**EXERCISE BRIEF:** Set down all the data again. Change nothing.

**EXERCISE MATERIAL:**
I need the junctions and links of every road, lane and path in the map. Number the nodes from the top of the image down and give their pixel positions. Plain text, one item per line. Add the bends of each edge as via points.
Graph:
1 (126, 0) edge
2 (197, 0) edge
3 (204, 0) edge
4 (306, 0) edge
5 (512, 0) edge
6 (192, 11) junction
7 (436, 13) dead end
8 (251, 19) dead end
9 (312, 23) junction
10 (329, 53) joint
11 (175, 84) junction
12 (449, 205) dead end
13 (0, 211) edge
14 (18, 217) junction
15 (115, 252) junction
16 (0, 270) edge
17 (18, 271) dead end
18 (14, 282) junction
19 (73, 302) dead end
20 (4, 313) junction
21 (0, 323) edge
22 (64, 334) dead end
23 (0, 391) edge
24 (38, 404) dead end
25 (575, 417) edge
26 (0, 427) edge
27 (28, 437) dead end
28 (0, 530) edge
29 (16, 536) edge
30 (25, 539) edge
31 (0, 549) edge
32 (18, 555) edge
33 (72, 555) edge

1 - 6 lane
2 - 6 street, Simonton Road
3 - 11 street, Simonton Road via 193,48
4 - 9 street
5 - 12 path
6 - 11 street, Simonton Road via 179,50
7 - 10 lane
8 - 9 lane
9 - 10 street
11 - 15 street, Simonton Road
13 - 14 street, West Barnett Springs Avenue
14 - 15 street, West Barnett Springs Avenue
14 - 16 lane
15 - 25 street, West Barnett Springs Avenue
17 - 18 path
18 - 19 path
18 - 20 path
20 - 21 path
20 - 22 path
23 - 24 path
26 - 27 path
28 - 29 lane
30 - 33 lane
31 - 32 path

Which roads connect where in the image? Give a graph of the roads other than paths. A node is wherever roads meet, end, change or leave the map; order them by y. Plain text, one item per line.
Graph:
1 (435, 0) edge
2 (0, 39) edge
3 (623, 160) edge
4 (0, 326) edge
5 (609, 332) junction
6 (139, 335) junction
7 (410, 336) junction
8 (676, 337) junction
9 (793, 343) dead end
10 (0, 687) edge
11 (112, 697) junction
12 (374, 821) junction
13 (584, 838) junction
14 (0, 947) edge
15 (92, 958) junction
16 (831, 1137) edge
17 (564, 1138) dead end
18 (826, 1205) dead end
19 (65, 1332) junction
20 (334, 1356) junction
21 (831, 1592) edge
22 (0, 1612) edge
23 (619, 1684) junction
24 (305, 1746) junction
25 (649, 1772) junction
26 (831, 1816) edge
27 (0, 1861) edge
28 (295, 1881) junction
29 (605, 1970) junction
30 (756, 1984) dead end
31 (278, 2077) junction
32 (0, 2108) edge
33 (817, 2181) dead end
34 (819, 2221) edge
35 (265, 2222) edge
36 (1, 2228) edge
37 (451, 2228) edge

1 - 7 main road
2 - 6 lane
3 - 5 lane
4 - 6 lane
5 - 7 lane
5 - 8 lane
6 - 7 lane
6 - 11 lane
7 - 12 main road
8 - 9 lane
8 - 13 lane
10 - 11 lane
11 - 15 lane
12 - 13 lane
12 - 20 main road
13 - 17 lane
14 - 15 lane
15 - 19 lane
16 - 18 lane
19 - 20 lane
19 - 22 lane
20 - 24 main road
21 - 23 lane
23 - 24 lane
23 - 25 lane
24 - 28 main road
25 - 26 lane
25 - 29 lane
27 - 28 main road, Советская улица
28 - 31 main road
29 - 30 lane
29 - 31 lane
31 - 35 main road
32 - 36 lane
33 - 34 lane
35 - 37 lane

**TASK SOLUTION:**
I need the junctions and links of every road, lane and path in the map. Number the nodes from the top of the image down and give their pixel positions. Plain text, one item per line. Add the bends of each edge as via points.
Graph:
1 (126, 0) edge
2 (197, 0) edge
3 (204, 0) edge
4 (306, 0) edge
5 (512, 0) edge
6 (192, 11) junction
7 (436, 13) dead end
8 (251, 19) dead end
9 (312, 23) junction
10 (329, 53) joint
11 (175, 84) junction
12 (449, 205) dead end
13 (0, 211) edge
14 (18, 217) junction
15 (115, 252) junction
16 (0, 270) edge
17 (18, 271) dead end
18 (14, 282) junction
19 (73, 302) dead end
20 (4, 313) junction
21 (0, 323) edge
22 (64, 334) dead end
23 (0, 391) edge
24 (38, 404) dead end
25 (575, 417) edge
26 (0, 427) edge
27 (28, 437) dead end
28 (0, 530) edge
29 (16, 536) edge
30 (25, 539) edge
31 (0, 549) edge
32 (18, 555) edge
33 (72, 555) edge

1 - 6 lane
2 - 6 street, Simonton Road
3 - 11 street, Simonton Road via 193,48
4 - 9 street
5 - 12 path
6 - 11 street, Simonton Road via 179,50
7 - 10 lane
8 - 9 lane
9 - 10 street
11 - 15 street, Simonton Road
13 - 14 street, West Barnett Springs Avenue
14 - 15 street, West Barnett Springs Avenue
14 - 16 lane
15 - 25 street, West Barnett Springs Avenue
17 - 18 path
18 - 19 path
18 - 20 path
20 - 21 path
20 - 22 path
23 - 24 path
26 - 27 path
28 - 29 lane
30 - 33 lane
31 - 32 path

Which roads connect where in the image? Give a graph of the roads other than paths. A node is wherever roads meet, end, change or leave the map; order them by y. Plain text, one item per line.
Graph:
1 (435, 0) edge
2 (0, 39) edge
3 (623, 160) edge
4 (0, 326) edge
5 (609, 332) junction
6 (139, 335) junction
7 (410, 336) junction
8 (676, 337) junction
9 (793, 343) dead end
10 (0, 687) edge
11 (112, 697) junction
12 (374, 821) junction
13 (584, 838) junction
14 (0, 947) edge
15 (92, 958) junction
16 (831, 1137) edge
17 (564, 1138) dead end
18 (826, 1205) dead end
19 (65, 1332) junction
20 (334, 1356) junction
21 (831, 1592) edge
22 (0, 1612) edge
23 (619, 1684) junction
24 (305, 1746) junction
25 (649, 1772) junction
26 (831, 1816) edge
27 (0, 1861) edge
28 (295, 1881) junction
29 (605, 1970) junction
30 (756, 1984) dead end
31 (278, 2077) junction
32 (0, 2108) edge
33 (817, 2181) dead end
34 (819, 2221) edge
35 (265, 2222) edge
36 (1, 2228) edge
37 (451, 2228) edge

1 - 7 main road
2 - 6 lane
3 - 5 lane
4 - 6 lane
5 - 7 lane
5 - 8 lane
6 - 7 lane
6 - 11 lane
7 - 12 main road
8 - 9 lane
8 - 13 lane
10 - 11 lane
11 - 15 lane
12 - 13 lane
12 - 20 main road
13 - 17 lane
14 - 15 lane
15 - 19 lane
16 - 18 lane
19 - 20 lane
19 - 22 lane
20 - 24 main road
21 - 23 lane
23 - 24 lane
23 - 25 lane
24 - 28 main road
25 - 26 lane
25 - 29 lane
27 - 28 main road, Советская улица
28 - 31 main road
29 - 30 lane
29 - 31 lane
31 - 35 main road
32 - 36 lane
33 - 34 lane
35 - 37 lane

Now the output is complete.